TASK DATA =>
Start of Block
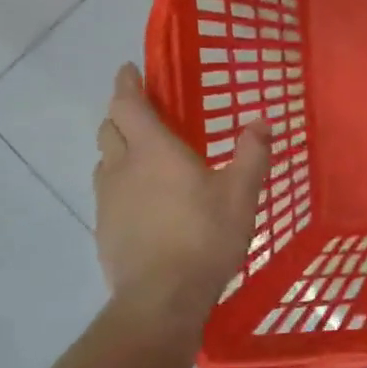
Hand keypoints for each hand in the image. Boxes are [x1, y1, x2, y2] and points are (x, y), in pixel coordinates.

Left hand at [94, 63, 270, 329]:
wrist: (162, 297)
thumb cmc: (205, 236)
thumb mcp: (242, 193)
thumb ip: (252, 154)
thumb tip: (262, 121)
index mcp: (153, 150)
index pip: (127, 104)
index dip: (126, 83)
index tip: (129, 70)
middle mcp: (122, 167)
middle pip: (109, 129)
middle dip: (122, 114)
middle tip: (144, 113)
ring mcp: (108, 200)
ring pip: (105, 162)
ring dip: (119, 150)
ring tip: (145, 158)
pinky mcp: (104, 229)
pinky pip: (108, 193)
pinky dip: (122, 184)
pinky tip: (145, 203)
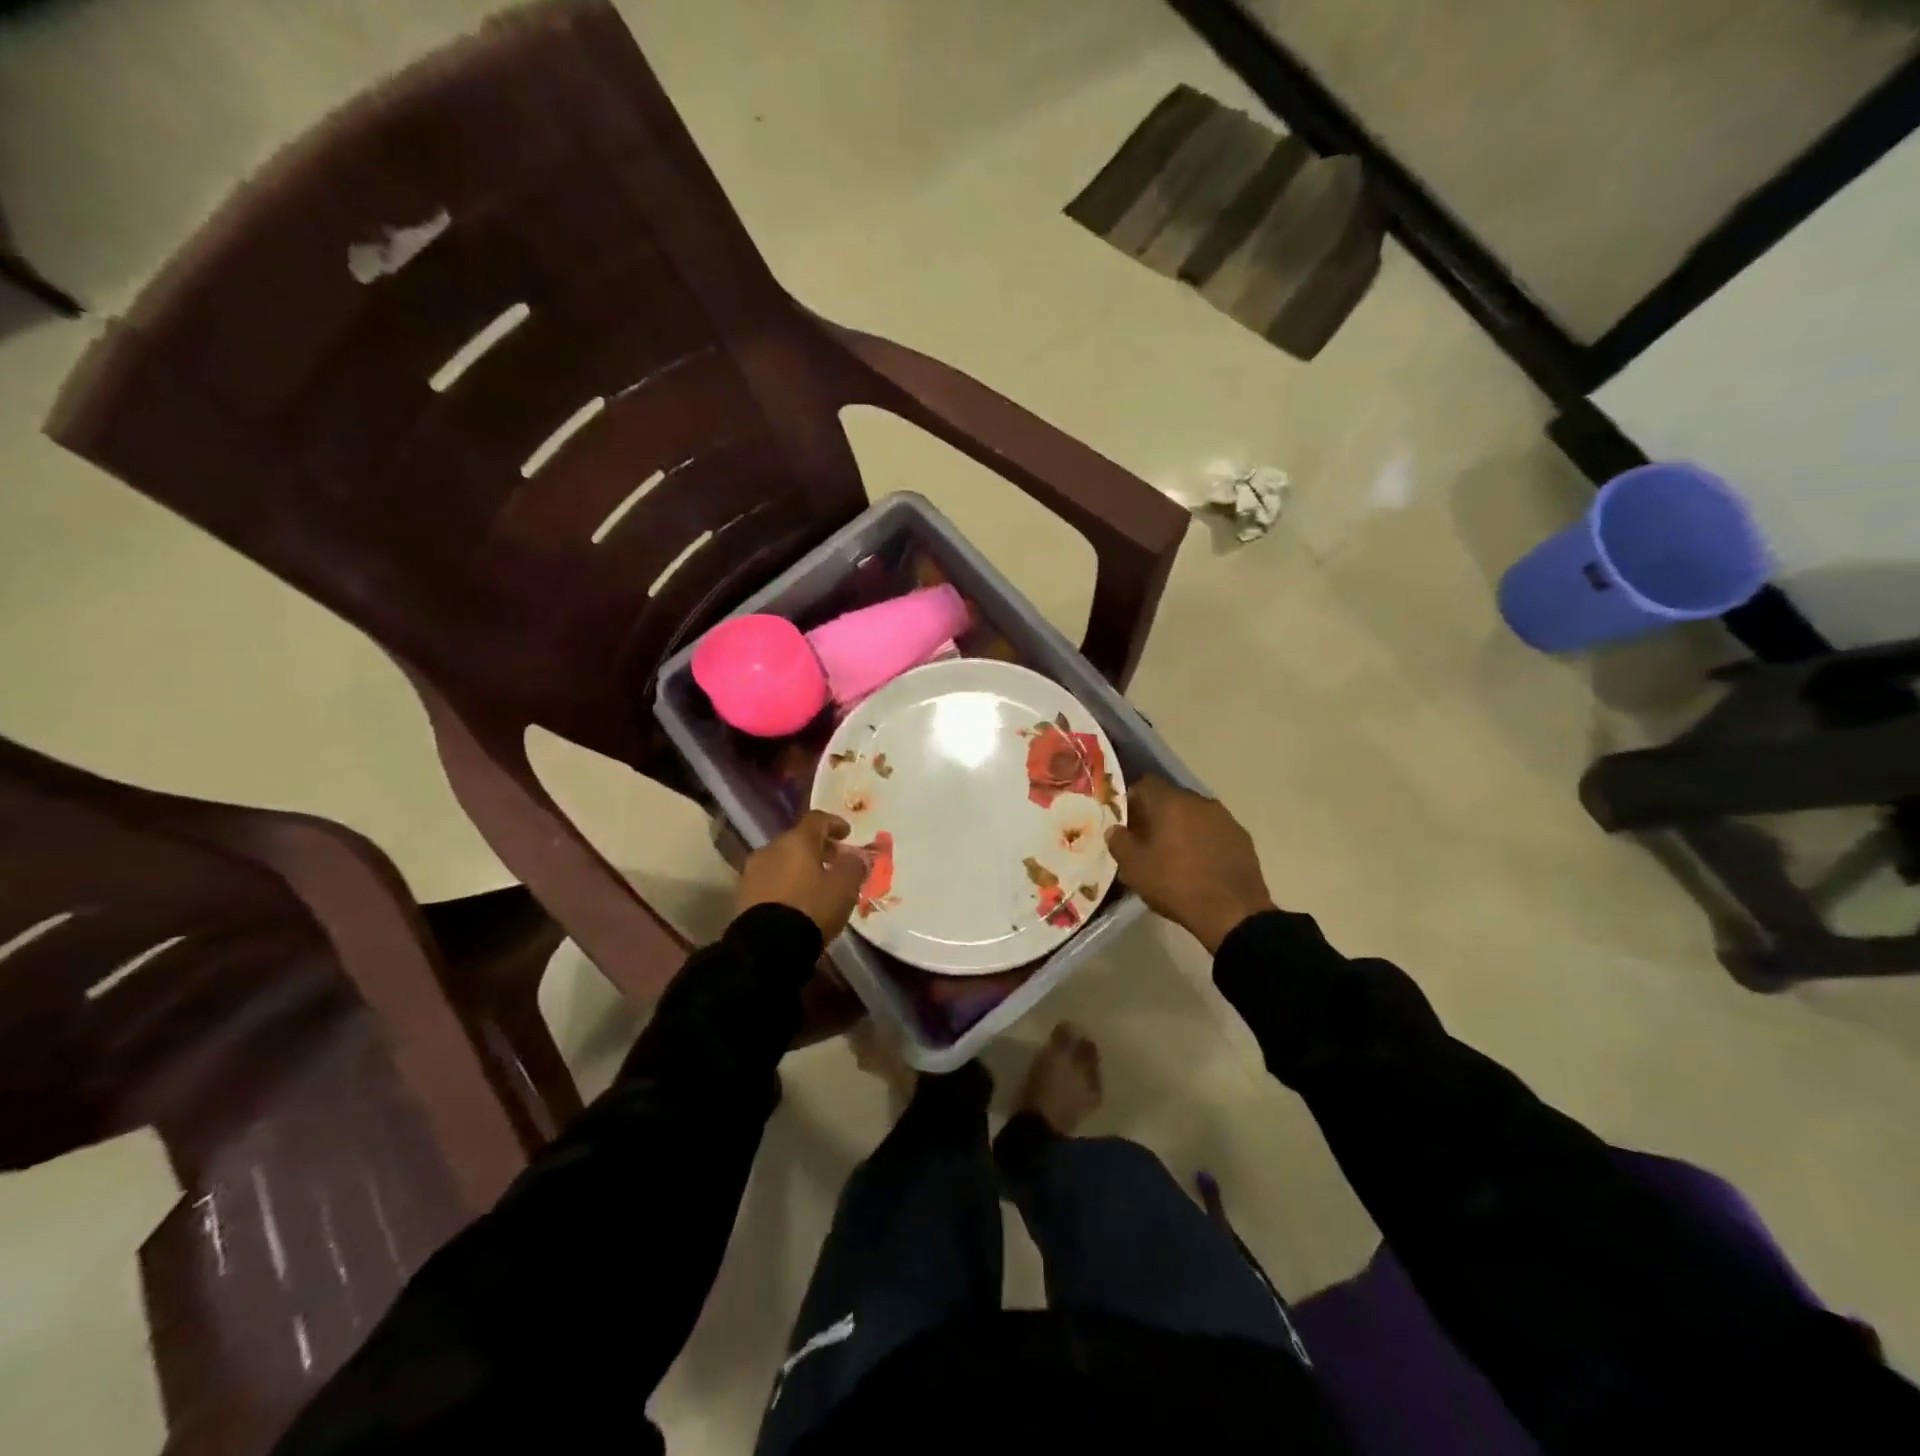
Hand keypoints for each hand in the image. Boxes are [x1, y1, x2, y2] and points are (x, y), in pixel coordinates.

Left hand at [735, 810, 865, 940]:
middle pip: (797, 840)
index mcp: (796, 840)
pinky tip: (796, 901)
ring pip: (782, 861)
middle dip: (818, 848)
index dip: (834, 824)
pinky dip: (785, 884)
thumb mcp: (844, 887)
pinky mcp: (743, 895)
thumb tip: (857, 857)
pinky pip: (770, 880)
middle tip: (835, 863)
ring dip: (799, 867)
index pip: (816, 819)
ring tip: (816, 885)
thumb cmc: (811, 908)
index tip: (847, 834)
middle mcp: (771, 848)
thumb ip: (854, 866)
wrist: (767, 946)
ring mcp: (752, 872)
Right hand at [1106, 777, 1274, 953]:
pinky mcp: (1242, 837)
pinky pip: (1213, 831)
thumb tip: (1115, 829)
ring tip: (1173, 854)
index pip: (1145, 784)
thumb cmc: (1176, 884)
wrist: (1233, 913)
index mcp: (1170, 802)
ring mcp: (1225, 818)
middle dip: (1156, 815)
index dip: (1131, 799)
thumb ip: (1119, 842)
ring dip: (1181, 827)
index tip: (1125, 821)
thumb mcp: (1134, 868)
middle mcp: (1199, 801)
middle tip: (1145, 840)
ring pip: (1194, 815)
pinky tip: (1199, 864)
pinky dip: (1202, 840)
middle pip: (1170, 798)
End of Block
Start of Block
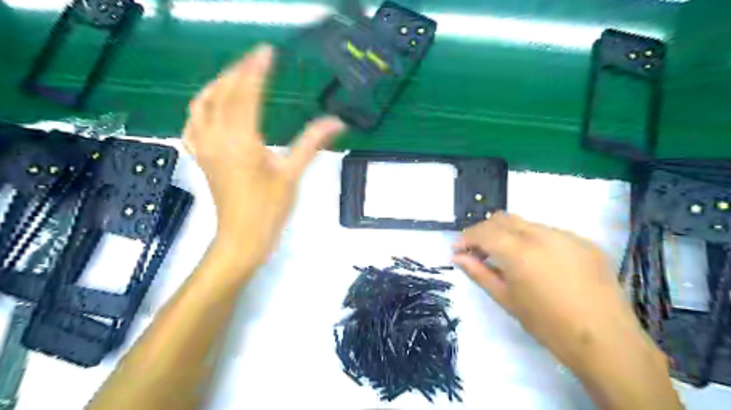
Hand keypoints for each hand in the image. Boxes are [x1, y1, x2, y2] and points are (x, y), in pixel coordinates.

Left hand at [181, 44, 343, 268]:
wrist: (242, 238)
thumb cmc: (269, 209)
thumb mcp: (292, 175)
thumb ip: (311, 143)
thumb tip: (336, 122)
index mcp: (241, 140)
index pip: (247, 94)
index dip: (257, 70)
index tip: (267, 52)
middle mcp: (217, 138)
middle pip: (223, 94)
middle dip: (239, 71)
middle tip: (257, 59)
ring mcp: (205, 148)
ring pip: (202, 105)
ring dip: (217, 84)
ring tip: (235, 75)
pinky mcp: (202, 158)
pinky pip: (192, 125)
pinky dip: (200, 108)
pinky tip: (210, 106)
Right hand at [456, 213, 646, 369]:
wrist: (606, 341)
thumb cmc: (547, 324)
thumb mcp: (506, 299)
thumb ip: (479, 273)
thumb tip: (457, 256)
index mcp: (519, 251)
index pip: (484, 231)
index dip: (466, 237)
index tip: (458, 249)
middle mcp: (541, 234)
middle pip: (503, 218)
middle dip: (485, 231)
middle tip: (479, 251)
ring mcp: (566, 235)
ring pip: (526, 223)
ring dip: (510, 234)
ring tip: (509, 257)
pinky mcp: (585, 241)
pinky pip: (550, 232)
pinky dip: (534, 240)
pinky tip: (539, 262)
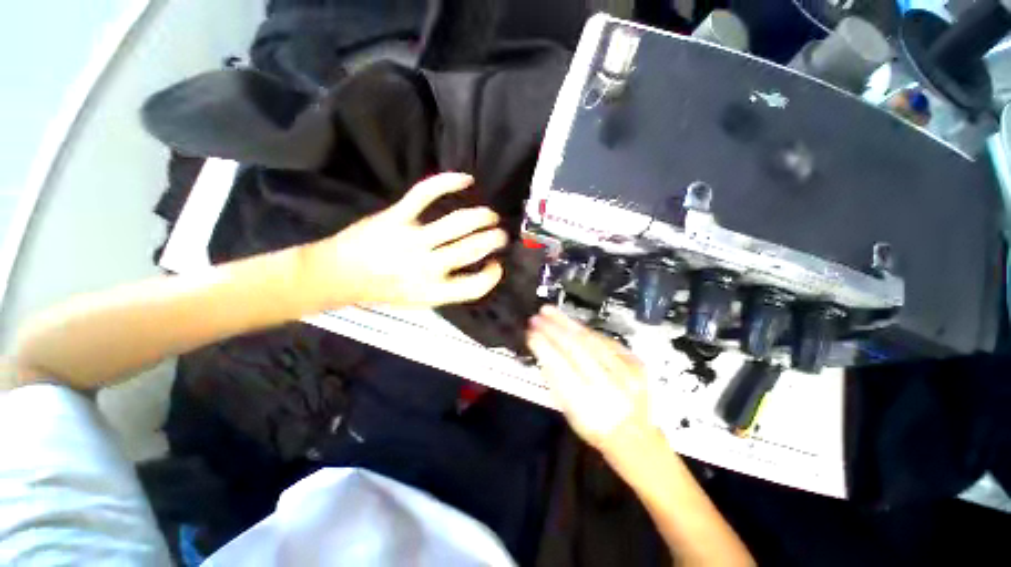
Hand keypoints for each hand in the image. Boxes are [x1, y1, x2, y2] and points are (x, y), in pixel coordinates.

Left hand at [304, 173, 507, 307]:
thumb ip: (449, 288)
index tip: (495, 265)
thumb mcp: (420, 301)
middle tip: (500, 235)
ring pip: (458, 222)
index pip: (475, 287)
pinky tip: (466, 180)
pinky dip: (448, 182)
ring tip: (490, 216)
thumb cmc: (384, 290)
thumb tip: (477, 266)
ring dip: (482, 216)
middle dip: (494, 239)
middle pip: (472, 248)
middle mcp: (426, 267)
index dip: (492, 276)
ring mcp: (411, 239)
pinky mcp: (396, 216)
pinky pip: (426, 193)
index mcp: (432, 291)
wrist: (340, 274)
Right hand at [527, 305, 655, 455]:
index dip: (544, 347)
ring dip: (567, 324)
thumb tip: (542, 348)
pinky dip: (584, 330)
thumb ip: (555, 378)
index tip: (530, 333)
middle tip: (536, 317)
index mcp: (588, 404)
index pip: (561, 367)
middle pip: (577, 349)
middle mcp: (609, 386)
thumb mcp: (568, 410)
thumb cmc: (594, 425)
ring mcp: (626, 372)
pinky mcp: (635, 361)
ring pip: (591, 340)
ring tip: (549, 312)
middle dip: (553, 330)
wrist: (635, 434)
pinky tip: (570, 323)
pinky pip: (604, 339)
End of Block
Start of Block
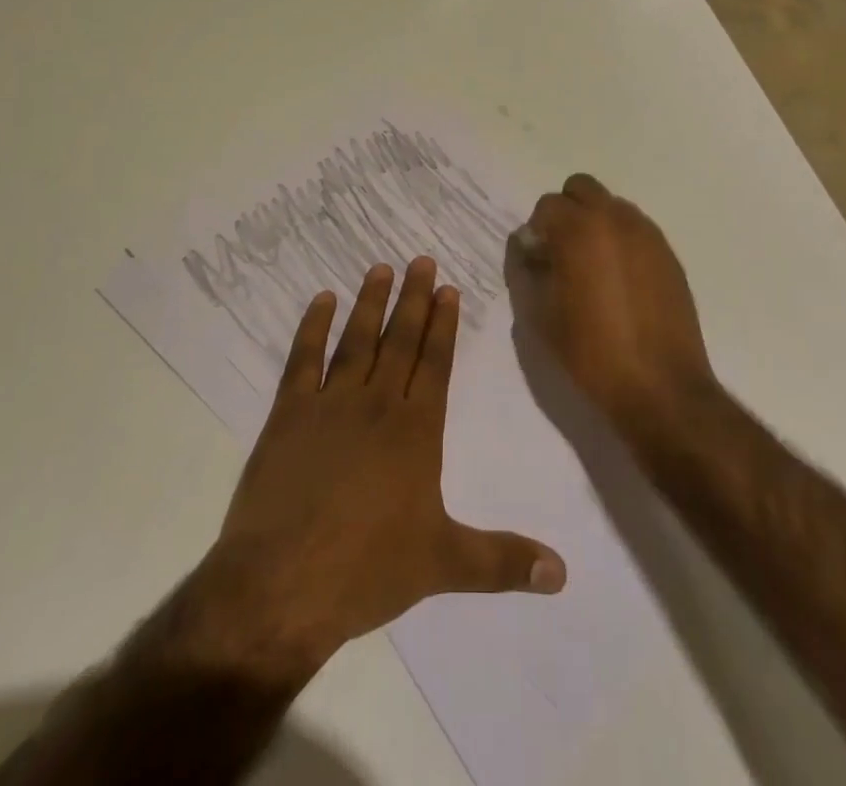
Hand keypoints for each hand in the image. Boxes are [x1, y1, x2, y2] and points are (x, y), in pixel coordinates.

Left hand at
End of Block
Output the lines above exactly, but only those between the line holding "index pip: (816, 819)" and the line holding "middle pip: (1170, 798)", inclusive.

RESPONSE TO THIS EXERCISE =>
index pip: (816, 819)
ring tip: (816, 885)
thumb cmc: (811, 908)
index tip: (847, 834)
middle mcp: (771, 848)
thumb ip: (854, 866)
wrist: (767, 946)
ring mcp: (752, 872)
Right hand at [1106, 777, 1274, 953]:
pinky mcp: (1242, 837)
pinky pip: (1213, 831)
thumb tip: (1115, 829)
ring tip: (1173, 854)
index pip: (1145, 784)
thumb cmc: (1176, 884)
wrist: (1233, 913)
index mcp: (1170, 802)
ring mcp: (1225, 818)
middle dip: (1156, 815)
index dip: (1131, 799)
thumb ip: (1119, 842)
ring dip: (1181, 827)
index tip: (1125, 821)
thumb mcp: (1134, 868)
middle mcp: (1199, 801)
middle tip: (1145, 840)
ring pip: (1194, 815)
pinky tip: (1199, 864)
pinky dip: (1202, 840)
middle pip: (1170, 798)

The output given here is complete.